:: TO DO ::
Reproduce each line of the data exactly as it is.

(Stored items)
###

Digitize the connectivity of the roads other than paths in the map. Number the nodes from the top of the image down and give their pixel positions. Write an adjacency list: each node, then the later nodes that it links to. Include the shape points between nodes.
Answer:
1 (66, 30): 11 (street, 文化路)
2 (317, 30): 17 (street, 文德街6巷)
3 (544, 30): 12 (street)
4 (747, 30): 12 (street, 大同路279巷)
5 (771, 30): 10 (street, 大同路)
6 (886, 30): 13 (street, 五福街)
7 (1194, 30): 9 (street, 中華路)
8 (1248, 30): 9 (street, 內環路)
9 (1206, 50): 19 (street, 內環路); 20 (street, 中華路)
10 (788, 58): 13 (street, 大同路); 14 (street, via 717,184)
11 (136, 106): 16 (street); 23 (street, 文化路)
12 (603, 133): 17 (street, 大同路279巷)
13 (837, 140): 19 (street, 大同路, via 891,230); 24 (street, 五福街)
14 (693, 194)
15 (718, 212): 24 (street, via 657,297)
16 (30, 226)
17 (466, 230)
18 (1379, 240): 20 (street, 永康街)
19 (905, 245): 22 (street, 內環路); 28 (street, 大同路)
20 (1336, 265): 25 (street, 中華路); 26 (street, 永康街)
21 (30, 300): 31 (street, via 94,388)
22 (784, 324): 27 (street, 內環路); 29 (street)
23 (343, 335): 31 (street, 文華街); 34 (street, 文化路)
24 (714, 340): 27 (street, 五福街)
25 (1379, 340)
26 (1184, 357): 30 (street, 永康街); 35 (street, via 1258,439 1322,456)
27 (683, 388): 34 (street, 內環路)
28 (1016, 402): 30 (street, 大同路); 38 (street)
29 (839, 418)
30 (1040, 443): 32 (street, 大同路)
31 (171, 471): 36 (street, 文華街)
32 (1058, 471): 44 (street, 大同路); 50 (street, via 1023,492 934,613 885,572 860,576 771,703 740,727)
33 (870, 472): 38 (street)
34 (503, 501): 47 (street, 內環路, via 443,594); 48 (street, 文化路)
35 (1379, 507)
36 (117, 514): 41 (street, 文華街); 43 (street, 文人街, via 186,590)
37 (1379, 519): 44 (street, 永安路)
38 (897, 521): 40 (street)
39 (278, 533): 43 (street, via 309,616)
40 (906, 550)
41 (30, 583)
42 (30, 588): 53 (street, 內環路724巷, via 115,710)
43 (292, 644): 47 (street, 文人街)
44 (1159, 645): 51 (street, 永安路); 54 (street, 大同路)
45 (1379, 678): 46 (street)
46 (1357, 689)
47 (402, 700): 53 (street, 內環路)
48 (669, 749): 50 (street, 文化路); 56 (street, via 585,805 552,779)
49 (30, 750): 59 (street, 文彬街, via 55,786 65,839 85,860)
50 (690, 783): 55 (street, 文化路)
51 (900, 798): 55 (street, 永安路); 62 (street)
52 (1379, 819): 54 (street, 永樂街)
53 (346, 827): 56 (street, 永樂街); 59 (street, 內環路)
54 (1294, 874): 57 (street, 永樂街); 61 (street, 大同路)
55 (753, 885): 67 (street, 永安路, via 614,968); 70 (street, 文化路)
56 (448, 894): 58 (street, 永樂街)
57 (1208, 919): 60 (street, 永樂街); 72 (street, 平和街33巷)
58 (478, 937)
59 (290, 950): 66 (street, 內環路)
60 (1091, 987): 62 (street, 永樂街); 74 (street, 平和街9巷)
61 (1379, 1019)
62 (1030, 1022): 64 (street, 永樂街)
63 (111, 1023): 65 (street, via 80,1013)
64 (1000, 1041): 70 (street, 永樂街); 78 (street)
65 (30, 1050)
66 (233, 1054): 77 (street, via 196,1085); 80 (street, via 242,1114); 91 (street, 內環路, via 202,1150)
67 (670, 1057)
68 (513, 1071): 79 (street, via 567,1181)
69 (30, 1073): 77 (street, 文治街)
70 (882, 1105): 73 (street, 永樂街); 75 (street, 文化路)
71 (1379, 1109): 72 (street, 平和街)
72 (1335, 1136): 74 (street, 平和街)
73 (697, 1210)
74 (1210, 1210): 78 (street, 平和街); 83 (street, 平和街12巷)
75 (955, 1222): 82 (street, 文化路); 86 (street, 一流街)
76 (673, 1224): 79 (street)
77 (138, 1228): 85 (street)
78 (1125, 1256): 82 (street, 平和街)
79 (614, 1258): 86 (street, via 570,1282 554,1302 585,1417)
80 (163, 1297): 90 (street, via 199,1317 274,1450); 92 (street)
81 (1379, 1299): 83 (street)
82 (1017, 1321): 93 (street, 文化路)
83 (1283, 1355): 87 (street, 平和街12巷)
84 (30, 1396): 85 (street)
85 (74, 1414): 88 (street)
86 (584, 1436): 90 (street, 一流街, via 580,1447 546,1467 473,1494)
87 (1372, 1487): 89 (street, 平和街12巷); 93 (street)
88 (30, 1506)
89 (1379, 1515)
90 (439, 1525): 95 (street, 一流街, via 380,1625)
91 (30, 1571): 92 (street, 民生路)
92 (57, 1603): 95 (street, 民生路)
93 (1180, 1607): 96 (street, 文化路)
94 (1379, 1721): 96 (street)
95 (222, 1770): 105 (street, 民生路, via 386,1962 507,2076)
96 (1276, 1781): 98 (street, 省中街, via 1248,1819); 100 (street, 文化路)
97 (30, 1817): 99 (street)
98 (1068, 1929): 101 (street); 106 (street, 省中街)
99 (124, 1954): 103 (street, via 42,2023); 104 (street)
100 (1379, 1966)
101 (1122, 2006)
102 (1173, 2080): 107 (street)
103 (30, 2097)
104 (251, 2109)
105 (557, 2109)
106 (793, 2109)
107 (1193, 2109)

###

:: TASK ANSWER ::
Digitize the connectivity of the roads other than paths in the map. Number the nodes from the top of the image down and give their pixel positions. Write an adjacency list: each node, then the later nodes that it links to. Include the shape points between nodes.
Answer:
1 (66, 30): 11 (street, 文化路)
2 (317, 30): 17 (street, 文德街6巷)
3 (544, 30): 12 (street)
4 (747, 30): 12 (street, 大同路279巷)
5 (771, 30): 10 (street, 大同路)
6 (886, 30): 13 (street, 五福街)
7 (1194, 30): 9 (street, 中華路)
8 (1248, 30): 9 (street, 內環路)
9 (1206, 50): 19 (street, 內環路); 20 (street, 中華路)
10 (788, 58): 13 (street, 大同路); 14 (street, via 717,184)
11 (136, 106): 16 (street); 23 (street, 文化路)
12 (603, 133): 17 (street, 大同路279巷)
13 (837, 140): 19 (street, 大同路, via 891,230); 24 (street, 五福街)
14 (693, 194)
15 (718, 212): 24 (street, via 657,297)
16 (30, 226)
17 (466, 230)
18 (1379, 240): 20 (street, 永康街)
19 (905, 245): 22 (street, 內環路); 28 (street, 大同路)
20 (1336, 265): 25 (street, 中華路); 26 (street, 永康街)
21 (30, 300): 31 (street, via 94,388)
22 (784, 324): 27 (street, 內環路); 29 (street)
23 (343, 335): 31 (street, 文華街); 34 (street, 文化路)
24 (714, 340): 27 (street, 五福街)
25 (1379, 340)
26 (1184, 357): 30 (street, 永康街); 35 (street, via 1258,439 1322,456)
27 (683, 388): 34 (street, 內環路)
28 (1016, 402): 30 (street, 大同路); 38 (street)
29 (839, 418)
30 (1040, 443): 32 (street, 大同路)
31 (171, 471): 36 (street, 文華街)
32 (1058, 471): 44 (street, 大同路); 50 (street, via 1023,492 934,613 885,572 860,576 771,703 740,727)
33 (870, 472): 38 (street)
34 (503, 501): 47 (street, 內環路, via 443,594); 48 (street, 文化路)
35 (1379, 507)
36 (117, 514): 41 (street, 文華街); 43 (street, 文人街, via 186,590)
37 (1379, 519): 44 (street, 永安路)
38 (897, 521): 40 (street)
39 (278, 533): 43 (street, via 309,616)
40 (906, 550)
41 (30, 583)
42 (30, 588): 53 (street, 內環路724巷, via 115,710)
43 (292, 644): 47 (street, 文人街)
44 (1159, 645): 51 (street, 永安路); 54 (street, 大同路)
45 (1379, 678): 46 (street)
46 (1357, 689)
47 (402, 700): 53 (street, 內環路)
48 (669, 749): 50 (street, 文化路); 56 (street, via 585,805 552,779)
49 (30, 750): 59 (street, 文彬街, via 55,786 65,839 85,860)
50 (690, 783): 55 (street, 文化路)
51 (900, 798): 55 (street, 永安路); 62 (street)
52 (1379, 819): 54 (street, 永樂街)
53 (346, 827): 56 (street, 永樂街); 59 (street, 內環路)
54 (1294, 874): 57 (street, 永樂街); 61 (street, 大同路)
55 (753, 885): 67 (street, 永安路, via 614,968); 70 (street, 文化路)
56 (448, 894): 58 (street, 永樂街)
57 (1208, 919): 60 (street, 永樂街); 72 (street, 平和街33巷)
58 (478, 937)
59 (290, 950): 66 (street, 內環路)
60 (1091, 987): 62 (street, 永樂街); 74 (street, 平和街9巷)
61 (1379, 1019)
62 (1030, 1022): 64 (street, 永樂街)
63 (111, 1023): 65 (street, via 80,1013)
64 (1000, 1041): 70 (street, 永樂街); 78 (street)
65 (30, 1050)
66 (233, 1054): 77 (street, via 196,1085); 80 (street, via 242,1114); 91 (street, 內環路, via 202,1150)
67 (670, 1057)
68 (513, 1071): 79 (street, via 567,1181)
69 (30, 1073): 77 (street, 文治街)
70 (882, 1105): 73 (street, 永樂街); 75 (street, 文化路)
71 (1379, 1109): 72 (street, 平和街)
72 (1335, 1136): 74 (street, 平和街)
73 (697, 1210)
74 (1210, 1210): 78 (street, 平和街); 83 (street, 平和街12巷)
75 (955, 1222): 82 (street, 文化路); 86 (street, 一流街)
76 (673, 1224): 79 (street)
77 (138, 1228): 85 (street)
78 (1125, 1256): 82 (street, 平和街)
79 (614, 1258): 86 (street, via 570,1282 554,1302 585,1417)
80 (163, 1297): 90 (street, via 199,1317 274,1450); 92 (street)
81 (1379, 1299): 83 (street)
82 (1017, 1321): 93 (street, 文化路)
83 (1283, 1355): 87 (street, 平和街12巷)
84 (30, 1396): 85 (street)
85 (74, 1414): 88 (street)
86 (584, 1436): 90 (street, 一流街, via 580,1447 546,1467 473,1494)
87 (1372, 1487): 89 (street, 平和街12巷); 93 (street)
88 (30, 1506)
89 (1379, 1515)
90 (439, 1525): 95 (street, 一流街, via 380,1625)
91 (30, 1571): 92 (street, 民生路)
92 (57, 1603): 95 (street, 民生路)
93 (1180, 1607): 96 (street, 文化路)
94 (1379, 1721): 96 (street)
95 (222, 1770): 105 (street, 民生路, via 386,1962 507,2076)
96 (1276, 1781): 98 (street, 省中街, via 1248,1819); 100 (street, 文化路)
97 (30, 1817): 99 (street)
98 (1068, 1929): 101 (street); 106 (street, 省中街)
99 (124, 1954): 103 (street, via 42,2023); 104 (street)
100 (1379, 1966)
101 (1122, 2006)
102 (1173, 2080): 107 (street)
103 (30, 2097)
104 (251, 2109)
105 (557, 2109)
106 (793, 2109)
107 (1193, 2109)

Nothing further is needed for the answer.